EXERCISE DESCRIPTION: Go through the entries below and retype them exactly, omitting each picture.

INFORMATION PROVIDED:
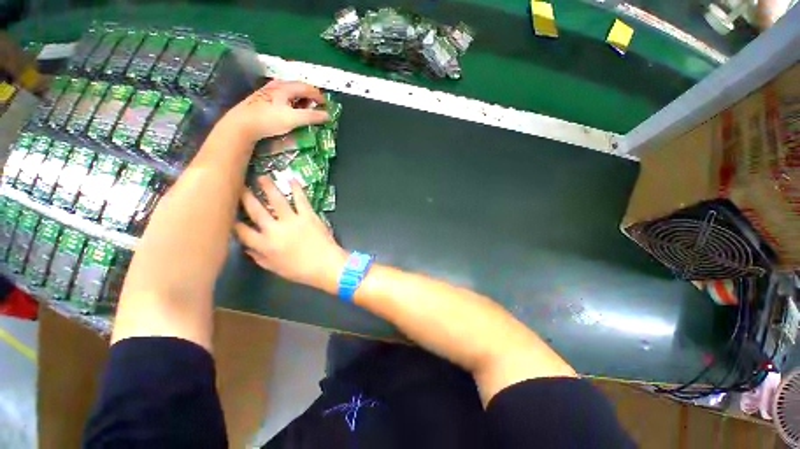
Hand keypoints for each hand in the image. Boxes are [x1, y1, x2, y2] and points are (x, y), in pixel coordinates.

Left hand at [225, 80, 329, 143]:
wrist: (242, 124)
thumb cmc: (269, 120)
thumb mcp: (294, 119)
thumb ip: (312, 117)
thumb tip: (328, 116)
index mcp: (285, 87)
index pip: (307, 87)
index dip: (318, 96)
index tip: (326, 105)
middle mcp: (277, 85)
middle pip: (298, 87)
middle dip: (309, 96)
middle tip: (317, 106)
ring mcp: (268, 91)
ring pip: (289, 91)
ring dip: (300, 98)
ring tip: (305, 108)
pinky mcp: (262, 98)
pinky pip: (282, 96)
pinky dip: (291, 101)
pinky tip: (290, 109)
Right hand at [235, 176, 347, 293]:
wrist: (326, 265)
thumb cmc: (301, 271)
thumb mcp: (275, 269)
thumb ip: (259, 258)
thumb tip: (246, 248)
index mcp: (264, 245)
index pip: (242, 231)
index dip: (233, 221)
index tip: (228, 212)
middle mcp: (274, 229)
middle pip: (255, 210)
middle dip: (245, 197)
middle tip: (238, 185)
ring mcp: (292, 220)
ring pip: (276, 200)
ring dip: (268, 187)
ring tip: (261, 177)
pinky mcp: (308, 215)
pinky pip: (300, 199)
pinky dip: (296, 188)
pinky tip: (291, 178)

ANSWER TO THE EXERCISE:
Hand keypoints for each hand in the image. Boxes are [x1, y1, x2, y2] and points are (x, y), in pixel coordinates.

Left hand at [225, 80, 329, 143]:
wrist: (242, 124)
thumb cmc: (269, 120)
thumb mcp: (294, 119)
thumb ip: (312, 117)
thumb tip: (328, 116)
index mcp: (285, 87)
index pip: (307, 87)
index dip: (318, 96)
index tip: (326, 105)
middle mcp: (277, 85)
middle pip: (298, 87)
middle dip: (309, 96)
middle tip: (317, 106)
ring mcp: (268, 91)
ring pip: (289, 91)
ring dip: (300, 98)
ring tip: (305, 108)
pinky mcp: (262, 98)
pinky pip: (282, 96)
pinky dip: (291, 101)
pinky tip: (290, 109)
Right hand at [235, 176, 347, 293]:
wrist: (326, 265)
thumb cmc: (301, 271)
thumb mcp: (275, 269)
thumb ip: (259, 258)
thumb tip: (246, 248)
index mcp: (264, 245)
index pip: (242, 231)
index dip: (233, 221)
index tip: (228, 212)
middle mcp: (274, 229)
middle pip: (255, 210)
middle dip: (245, 197)
middle tip: (238, 185)
ring mcp: (292, 220)
ring pip: (276, 200)
ring dip: (268, 187)
ring tip: (261, 177)
pinky mcp: (308, 215)
pinky pip: (300, 199)
pinky dip: (296, 188)
pinky tip: (291, 178)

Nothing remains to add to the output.